Molecular basis for regulation of the class I phosphoinositide 3-kinases (PI3Ks), and their targeting in human disease

Abstract

The class I phosphoinositide 3-kinase pathway (PI3K) is a master regulator of cellular growth, and plays essential roles in controlling immune cell function, metabolism, chemotaxis and proliferation. Activation of class I PI3Ks generates the signalling lipid PIP₃ that activates multiple pro-growth signalling pathways. Class I PI3Ks can be activated by multiple plasma membrane stimuli, including G-protein coupled receptors, Ras superfamily GTPases, and receptor tyrosine kinases. The dysregulation of class I PI3Ks is critical in the progression of many human diseases, including cancers, immunodeficiencies, and developmental disorders.
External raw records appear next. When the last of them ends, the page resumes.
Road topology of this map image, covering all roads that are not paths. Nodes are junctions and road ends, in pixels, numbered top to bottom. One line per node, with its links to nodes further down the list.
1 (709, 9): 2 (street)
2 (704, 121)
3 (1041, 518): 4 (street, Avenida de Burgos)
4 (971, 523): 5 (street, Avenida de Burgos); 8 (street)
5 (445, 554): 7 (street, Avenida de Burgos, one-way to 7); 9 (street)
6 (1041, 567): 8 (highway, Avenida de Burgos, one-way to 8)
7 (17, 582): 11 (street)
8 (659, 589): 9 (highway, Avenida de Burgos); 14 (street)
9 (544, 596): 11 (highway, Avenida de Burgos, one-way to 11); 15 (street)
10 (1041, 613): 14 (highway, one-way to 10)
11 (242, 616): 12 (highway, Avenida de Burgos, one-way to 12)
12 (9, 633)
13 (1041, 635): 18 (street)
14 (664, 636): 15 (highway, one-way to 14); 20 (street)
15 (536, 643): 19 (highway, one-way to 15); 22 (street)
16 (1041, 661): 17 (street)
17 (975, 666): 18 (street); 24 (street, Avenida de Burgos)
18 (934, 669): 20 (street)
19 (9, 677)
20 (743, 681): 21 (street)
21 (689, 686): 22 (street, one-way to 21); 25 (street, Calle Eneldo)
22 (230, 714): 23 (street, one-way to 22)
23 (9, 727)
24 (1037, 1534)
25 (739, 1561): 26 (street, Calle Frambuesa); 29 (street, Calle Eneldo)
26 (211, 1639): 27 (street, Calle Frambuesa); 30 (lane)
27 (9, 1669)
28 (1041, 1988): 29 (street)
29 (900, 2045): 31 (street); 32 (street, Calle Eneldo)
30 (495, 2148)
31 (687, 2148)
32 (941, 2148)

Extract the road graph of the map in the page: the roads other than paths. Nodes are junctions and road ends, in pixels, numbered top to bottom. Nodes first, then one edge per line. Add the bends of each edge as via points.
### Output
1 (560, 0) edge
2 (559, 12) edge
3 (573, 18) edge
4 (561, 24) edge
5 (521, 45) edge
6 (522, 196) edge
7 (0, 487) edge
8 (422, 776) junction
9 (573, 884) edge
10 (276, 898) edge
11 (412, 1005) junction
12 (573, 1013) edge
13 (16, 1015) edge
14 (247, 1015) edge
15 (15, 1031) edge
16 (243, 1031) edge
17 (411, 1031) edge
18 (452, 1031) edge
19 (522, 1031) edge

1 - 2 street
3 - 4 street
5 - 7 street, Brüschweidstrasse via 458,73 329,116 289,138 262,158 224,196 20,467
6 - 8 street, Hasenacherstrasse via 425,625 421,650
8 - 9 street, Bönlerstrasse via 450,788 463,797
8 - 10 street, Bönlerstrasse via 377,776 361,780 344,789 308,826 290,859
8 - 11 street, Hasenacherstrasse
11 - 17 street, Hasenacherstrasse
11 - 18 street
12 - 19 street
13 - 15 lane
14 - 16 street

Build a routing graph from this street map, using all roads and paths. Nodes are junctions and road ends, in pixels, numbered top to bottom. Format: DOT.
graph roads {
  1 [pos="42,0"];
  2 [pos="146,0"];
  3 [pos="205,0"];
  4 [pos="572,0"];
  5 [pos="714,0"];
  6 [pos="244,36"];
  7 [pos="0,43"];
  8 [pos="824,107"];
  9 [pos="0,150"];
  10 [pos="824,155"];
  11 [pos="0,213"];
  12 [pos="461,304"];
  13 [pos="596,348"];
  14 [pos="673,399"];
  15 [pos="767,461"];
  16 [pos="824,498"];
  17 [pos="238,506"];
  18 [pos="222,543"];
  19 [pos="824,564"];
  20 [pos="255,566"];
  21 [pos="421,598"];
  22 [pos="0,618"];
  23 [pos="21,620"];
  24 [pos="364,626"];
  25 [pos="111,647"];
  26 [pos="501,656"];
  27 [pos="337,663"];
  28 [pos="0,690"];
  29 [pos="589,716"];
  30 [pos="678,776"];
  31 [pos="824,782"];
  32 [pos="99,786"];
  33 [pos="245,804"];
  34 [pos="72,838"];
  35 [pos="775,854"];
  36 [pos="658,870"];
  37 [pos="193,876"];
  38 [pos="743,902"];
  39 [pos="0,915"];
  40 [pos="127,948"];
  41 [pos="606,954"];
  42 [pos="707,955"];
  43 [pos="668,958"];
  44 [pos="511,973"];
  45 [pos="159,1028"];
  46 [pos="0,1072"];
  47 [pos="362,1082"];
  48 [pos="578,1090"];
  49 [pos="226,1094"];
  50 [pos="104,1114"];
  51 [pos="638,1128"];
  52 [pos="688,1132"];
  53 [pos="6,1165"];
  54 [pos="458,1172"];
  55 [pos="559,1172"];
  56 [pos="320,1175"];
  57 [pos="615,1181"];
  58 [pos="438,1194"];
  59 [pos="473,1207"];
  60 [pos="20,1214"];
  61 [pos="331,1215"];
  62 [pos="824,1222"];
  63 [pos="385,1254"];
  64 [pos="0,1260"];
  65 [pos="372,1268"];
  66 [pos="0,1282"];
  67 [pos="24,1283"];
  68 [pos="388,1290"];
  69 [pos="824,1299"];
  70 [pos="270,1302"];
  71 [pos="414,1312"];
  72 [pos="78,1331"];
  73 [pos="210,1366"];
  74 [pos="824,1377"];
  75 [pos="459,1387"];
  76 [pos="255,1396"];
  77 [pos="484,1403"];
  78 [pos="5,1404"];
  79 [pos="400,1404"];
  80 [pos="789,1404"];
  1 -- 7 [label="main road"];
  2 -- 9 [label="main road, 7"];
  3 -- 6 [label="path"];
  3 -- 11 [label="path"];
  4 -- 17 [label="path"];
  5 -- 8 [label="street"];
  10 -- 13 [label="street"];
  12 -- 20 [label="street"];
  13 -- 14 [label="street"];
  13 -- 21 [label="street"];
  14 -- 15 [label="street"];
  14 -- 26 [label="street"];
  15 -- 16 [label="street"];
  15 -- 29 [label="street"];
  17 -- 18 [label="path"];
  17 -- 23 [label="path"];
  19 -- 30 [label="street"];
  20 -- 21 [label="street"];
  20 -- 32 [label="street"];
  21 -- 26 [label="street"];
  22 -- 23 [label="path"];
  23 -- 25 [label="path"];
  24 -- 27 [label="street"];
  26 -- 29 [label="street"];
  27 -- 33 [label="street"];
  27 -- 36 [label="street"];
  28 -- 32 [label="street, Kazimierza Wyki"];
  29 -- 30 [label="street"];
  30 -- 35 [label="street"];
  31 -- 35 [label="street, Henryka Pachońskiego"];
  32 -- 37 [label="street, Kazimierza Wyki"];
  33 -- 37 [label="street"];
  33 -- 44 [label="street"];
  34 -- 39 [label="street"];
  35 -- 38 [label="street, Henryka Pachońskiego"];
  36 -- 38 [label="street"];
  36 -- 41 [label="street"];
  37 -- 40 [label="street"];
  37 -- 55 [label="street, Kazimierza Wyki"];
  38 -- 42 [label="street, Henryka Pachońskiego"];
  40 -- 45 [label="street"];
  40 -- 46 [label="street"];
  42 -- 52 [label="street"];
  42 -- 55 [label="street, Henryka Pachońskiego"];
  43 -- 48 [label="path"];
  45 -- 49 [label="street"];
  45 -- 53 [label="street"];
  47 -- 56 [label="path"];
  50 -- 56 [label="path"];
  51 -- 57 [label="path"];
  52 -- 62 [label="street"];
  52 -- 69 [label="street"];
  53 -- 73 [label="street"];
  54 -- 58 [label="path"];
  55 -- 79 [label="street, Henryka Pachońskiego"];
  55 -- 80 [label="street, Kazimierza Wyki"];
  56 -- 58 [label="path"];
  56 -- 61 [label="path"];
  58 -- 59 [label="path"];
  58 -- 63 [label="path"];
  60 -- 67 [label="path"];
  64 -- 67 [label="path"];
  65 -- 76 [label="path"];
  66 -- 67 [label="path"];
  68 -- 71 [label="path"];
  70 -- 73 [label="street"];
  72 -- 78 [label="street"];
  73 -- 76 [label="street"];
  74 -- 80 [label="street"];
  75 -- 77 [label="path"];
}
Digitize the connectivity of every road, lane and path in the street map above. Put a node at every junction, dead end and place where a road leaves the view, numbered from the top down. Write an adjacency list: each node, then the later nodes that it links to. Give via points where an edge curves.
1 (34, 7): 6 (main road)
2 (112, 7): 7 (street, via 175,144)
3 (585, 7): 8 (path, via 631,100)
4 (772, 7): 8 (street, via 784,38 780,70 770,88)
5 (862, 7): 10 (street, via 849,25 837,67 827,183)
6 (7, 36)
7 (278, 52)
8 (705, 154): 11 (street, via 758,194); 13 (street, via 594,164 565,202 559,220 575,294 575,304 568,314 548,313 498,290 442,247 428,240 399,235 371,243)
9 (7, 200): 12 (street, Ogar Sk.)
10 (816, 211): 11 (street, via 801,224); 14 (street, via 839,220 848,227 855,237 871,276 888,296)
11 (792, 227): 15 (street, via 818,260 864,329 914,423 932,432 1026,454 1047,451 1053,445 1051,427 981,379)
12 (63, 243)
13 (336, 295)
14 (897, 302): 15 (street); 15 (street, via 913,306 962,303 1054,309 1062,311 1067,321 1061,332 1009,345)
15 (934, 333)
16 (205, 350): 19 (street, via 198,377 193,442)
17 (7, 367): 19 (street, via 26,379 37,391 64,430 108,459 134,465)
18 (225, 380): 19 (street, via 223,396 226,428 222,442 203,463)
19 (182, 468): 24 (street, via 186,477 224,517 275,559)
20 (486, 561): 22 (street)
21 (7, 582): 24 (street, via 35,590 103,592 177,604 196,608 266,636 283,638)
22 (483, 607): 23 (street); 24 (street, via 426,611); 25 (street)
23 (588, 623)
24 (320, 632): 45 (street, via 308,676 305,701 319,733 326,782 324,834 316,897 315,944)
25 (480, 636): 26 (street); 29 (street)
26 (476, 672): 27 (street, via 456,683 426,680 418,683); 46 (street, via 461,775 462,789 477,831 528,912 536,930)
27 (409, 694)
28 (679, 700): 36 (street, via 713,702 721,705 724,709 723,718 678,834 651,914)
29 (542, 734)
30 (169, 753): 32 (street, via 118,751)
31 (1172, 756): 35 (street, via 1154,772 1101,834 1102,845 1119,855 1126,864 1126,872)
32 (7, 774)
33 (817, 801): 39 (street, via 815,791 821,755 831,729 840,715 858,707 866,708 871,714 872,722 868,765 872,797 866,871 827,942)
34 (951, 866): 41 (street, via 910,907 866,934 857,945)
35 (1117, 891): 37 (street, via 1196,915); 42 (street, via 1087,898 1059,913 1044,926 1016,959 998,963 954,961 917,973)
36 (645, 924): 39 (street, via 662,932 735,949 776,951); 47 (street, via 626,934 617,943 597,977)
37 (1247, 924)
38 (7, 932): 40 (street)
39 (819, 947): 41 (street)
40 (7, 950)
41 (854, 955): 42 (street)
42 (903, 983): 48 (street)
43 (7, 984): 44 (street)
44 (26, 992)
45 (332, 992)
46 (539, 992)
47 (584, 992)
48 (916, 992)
Highlighting this is frequent oncogenic mutations (2nd most frequently mutated gene in all human cancers) in PIK3CA encoding the p110α catalytic subunit of class IA PI3K. The class I PI3Ks are obligate heterodimers composed of a catalytic and regulatory subunit, split into two subclasses, class IA and class IB. Recent elucidation of the structures of class I PI3Ks bound to activating stimuli, with activating disease-linked mutations and bound to allosteric conformational selective inhibitors/activators, has revealed extensive insight into the molecular basis of class I PI3K regulation. This review will summarize our current molecular knowledge of class I PI3K regulation, as well as how this information is being used to generate both small molecules and biologics that can either inhibit or activate kinase activity as potential therapeutic agents and biochemical tools.